* **Task instructions**: All lines containing the string "place" must be copied from the entries.

* **Task inputs**:
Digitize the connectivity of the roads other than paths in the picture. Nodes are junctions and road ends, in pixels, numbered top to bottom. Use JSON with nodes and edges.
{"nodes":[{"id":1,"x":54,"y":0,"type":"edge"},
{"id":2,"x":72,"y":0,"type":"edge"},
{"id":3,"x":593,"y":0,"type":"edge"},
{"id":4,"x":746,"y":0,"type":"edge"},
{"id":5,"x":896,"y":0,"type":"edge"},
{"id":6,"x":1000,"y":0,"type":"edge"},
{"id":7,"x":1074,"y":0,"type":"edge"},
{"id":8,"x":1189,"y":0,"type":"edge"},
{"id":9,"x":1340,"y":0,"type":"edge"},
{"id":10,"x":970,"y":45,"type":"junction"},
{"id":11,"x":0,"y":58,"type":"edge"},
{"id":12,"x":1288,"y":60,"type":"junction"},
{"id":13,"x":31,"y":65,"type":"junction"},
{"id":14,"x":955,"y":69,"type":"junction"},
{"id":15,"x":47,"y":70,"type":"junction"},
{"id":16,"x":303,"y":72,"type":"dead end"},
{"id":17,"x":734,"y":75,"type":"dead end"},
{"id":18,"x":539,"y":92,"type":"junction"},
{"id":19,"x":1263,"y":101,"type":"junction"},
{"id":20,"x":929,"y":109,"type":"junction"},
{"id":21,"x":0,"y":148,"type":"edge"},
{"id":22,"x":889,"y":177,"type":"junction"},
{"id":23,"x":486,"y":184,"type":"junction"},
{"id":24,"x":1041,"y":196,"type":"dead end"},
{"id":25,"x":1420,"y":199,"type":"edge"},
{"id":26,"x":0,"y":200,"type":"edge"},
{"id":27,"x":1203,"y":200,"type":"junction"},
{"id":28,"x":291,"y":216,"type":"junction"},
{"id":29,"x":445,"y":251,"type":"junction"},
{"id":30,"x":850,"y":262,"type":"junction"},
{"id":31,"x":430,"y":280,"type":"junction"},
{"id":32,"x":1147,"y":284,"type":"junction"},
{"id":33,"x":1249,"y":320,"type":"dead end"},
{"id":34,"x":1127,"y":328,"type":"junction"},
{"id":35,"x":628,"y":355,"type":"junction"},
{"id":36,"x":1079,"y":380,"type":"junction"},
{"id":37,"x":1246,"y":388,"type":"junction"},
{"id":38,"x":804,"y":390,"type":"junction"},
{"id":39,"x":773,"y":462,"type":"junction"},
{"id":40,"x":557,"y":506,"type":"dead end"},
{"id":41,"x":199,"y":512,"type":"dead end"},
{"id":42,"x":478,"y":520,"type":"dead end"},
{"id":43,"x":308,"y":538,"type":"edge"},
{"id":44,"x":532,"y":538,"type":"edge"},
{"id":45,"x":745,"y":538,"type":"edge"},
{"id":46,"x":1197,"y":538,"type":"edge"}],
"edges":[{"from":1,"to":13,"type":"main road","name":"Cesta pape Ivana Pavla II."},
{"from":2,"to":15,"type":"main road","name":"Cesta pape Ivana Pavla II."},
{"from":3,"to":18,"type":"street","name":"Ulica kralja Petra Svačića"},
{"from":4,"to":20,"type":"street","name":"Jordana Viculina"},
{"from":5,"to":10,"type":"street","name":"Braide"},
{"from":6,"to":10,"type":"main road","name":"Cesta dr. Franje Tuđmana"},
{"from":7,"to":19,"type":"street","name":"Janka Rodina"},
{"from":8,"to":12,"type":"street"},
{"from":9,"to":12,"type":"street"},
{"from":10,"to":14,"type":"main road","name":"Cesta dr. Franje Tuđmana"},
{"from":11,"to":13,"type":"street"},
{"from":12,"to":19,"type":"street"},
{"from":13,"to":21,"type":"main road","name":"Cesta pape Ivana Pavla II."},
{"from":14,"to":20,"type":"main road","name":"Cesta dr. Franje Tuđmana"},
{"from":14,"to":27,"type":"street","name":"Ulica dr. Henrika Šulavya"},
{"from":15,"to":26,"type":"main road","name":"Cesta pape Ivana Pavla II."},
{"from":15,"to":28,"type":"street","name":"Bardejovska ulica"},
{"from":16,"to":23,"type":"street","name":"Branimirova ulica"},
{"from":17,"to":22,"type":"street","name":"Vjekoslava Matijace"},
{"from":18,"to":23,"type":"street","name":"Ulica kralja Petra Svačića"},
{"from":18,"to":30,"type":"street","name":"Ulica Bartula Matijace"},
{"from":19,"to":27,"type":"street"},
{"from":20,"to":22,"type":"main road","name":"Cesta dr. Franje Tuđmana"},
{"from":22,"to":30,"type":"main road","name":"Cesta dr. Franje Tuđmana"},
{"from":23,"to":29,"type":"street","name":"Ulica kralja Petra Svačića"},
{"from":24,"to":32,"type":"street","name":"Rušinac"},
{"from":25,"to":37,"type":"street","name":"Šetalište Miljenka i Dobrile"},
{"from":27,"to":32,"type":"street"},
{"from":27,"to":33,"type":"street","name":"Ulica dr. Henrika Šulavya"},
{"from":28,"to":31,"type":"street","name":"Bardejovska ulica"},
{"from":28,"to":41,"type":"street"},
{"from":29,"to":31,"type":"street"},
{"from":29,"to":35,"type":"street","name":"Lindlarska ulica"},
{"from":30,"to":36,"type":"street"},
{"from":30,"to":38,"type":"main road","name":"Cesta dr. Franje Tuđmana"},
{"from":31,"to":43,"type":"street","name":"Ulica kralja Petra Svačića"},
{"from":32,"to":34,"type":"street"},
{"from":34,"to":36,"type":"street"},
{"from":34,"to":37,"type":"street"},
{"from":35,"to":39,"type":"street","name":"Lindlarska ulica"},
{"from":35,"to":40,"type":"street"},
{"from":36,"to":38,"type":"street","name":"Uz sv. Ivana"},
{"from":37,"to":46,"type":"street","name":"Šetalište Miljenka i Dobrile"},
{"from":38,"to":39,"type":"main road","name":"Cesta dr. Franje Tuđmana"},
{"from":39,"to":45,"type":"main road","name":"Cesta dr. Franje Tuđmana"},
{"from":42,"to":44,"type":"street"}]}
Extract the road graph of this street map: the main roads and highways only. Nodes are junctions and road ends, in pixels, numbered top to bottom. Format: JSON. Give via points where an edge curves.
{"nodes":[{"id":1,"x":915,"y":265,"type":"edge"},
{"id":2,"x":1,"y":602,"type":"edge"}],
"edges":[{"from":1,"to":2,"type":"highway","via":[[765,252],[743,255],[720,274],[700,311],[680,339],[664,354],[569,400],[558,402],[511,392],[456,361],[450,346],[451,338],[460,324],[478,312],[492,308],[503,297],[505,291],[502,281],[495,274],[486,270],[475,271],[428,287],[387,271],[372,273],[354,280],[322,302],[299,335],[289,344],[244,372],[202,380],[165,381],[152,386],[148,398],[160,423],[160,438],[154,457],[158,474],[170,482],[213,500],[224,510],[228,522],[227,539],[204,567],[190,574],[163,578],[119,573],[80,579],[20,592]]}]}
--
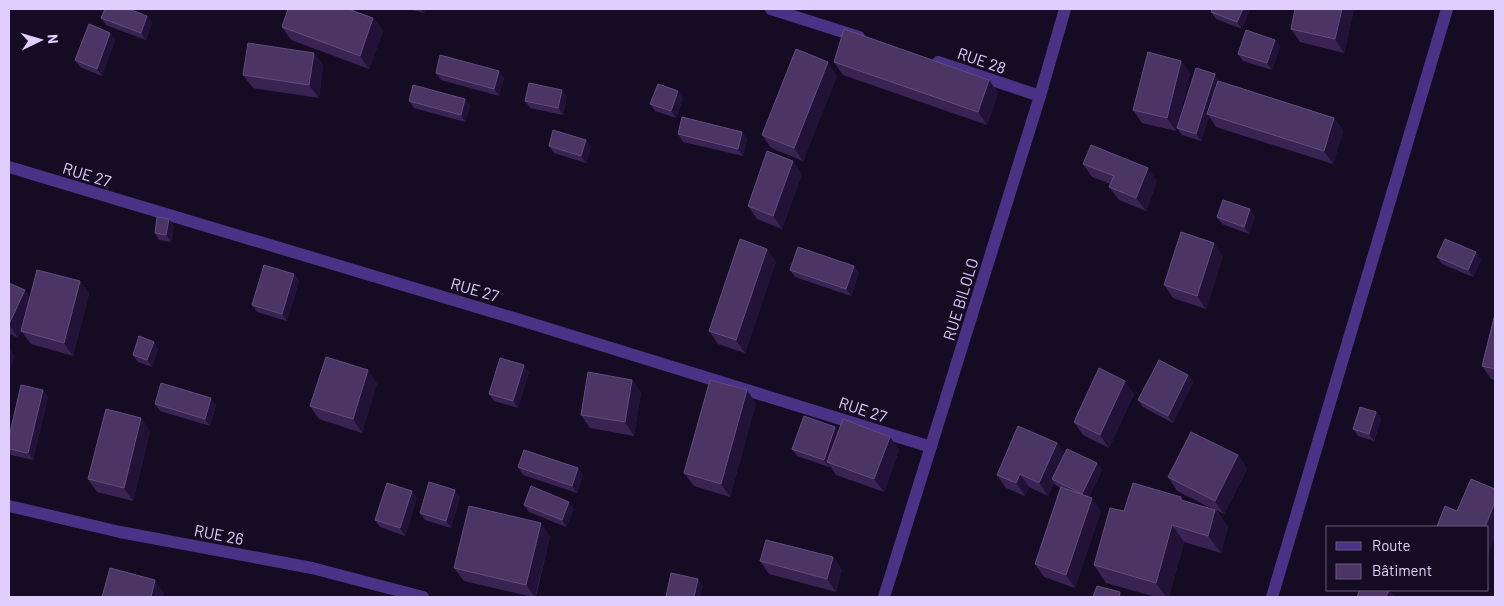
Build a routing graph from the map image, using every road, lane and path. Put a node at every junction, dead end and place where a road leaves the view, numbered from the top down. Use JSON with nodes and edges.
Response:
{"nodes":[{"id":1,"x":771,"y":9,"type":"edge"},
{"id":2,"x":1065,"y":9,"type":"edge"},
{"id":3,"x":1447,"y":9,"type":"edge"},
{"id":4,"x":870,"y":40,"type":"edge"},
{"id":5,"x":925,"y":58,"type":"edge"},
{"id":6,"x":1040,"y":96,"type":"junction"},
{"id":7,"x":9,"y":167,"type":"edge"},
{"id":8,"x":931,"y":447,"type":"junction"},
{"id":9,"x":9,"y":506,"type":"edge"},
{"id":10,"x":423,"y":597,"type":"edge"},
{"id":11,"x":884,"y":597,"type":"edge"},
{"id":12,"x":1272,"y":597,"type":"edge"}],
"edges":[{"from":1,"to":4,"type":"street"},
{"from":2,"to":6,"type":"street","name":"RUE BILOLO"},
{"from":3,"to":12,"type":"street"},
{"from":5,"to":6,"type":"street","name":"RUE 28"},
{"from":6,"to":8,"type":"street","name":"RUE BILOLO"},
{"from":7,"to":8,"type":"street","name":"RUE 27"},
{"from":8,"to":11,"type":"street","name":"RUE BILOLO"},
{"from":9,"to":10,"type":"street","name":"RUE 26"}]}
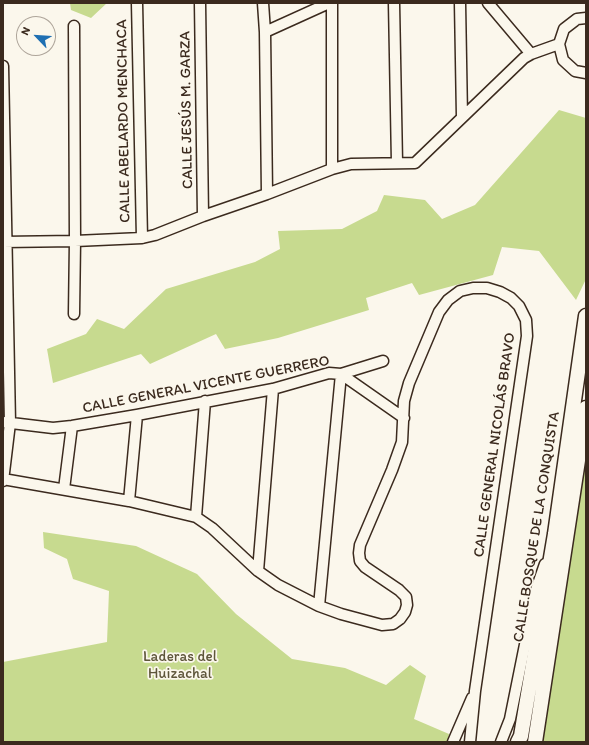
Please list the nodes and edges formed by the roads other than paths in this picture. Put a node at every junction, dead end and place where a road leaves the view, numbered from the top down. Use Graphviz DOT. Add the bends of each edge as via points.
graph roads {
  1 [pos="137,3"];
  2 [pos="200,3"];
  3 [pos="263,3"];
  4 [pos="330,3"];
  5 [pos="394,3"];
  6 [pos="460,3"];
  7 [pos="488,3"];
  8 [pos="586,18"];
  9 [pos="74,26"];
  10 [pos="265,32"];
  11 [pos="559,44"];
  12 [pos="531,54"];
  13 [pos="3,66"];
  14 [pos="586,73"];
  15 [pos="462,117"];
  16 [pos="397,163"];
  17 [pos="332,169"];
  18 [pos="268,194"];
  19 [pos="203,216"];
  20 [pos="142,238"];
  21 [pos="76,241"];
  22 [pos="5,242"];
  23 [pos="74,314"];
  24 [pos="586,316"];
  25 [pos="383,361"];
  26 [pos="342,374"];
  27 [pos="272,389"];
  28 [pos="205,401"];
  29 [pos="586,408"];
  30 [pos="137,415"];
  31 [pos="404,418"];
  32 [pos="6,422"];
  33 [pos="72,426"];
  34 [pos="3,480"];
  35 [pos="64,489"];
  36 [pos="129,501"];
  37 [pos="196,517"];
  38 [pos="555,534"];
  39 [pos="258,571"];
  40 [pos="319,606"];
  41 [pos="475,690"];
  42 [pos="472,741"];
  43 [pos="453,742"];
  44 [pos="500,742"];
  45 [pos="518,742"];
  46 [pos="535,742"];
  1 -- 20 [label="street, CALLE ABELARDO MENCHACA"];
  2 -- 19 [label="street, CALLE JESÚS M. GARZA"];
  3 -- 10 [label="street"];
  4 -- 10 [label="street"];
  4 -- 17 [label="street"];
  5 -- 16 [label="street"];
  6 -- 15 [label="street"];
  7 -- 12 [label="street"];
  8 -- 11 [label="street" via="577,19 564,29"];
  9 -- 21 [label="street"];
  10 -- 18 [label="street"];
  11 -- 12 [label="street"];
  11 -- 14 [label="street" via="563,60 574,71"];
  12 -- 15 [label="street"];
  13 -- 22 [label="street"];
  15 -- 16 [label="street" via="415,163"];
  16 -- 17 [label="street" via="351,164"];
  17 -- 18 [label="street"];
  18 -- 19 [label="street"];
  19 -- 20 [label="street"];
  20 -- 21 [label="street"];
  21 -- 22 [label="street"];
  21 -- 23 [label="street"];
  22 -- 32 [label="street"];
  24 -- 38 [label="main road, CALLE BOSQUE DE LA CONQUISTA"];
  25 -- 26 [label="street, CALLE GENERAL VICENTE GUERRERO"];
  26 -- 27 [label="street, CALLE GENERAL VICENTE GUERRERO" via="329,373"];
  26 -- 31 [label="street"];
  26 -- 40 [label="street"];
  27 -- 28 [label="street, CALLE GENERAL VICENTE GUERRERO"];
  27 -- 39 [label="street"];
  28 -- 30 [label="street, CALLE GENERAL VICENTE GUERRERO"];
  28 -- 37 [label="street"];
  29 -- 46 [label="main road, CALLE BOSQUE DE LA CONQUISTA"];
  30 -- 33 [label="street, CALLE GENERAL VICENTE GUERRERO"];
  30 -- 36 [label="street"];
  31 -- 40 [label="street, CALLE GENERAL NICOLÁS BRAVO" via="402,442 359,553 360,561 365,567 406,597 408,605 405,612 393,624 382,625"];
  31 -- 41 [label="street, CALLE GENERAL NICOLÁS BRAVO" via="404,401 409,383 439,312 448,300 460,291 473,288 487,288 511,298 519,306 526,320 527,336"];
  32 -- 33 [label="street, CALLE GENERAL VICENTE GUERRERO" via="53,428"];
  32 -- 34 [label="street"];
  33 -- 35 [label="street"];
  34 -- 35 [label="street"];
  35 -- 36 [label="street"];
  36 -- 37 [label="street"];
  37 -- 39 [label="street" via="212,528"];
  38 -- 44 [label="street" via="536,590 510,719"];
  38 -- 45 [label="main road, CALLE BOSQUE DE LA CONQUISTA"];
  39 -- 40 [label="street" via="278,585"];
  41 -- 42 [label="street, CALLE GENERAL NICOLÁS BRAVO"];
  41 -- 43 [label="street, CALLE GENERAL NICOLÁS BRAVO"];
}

* **Written response**:
Build a routing graph from the map image, using every road, lane and path. Put a node at every junction, dead end and place where a road leaves the view, numbered from the top down. Use JSON with nodes and edges.
Please list the nodes and edges formed by the roads other than paths in this picture. Put a node at every junction, dead end and place where a road leaves the view, numbered from the top down. Use Graphviz DOT. Add the bends of each edge as via points.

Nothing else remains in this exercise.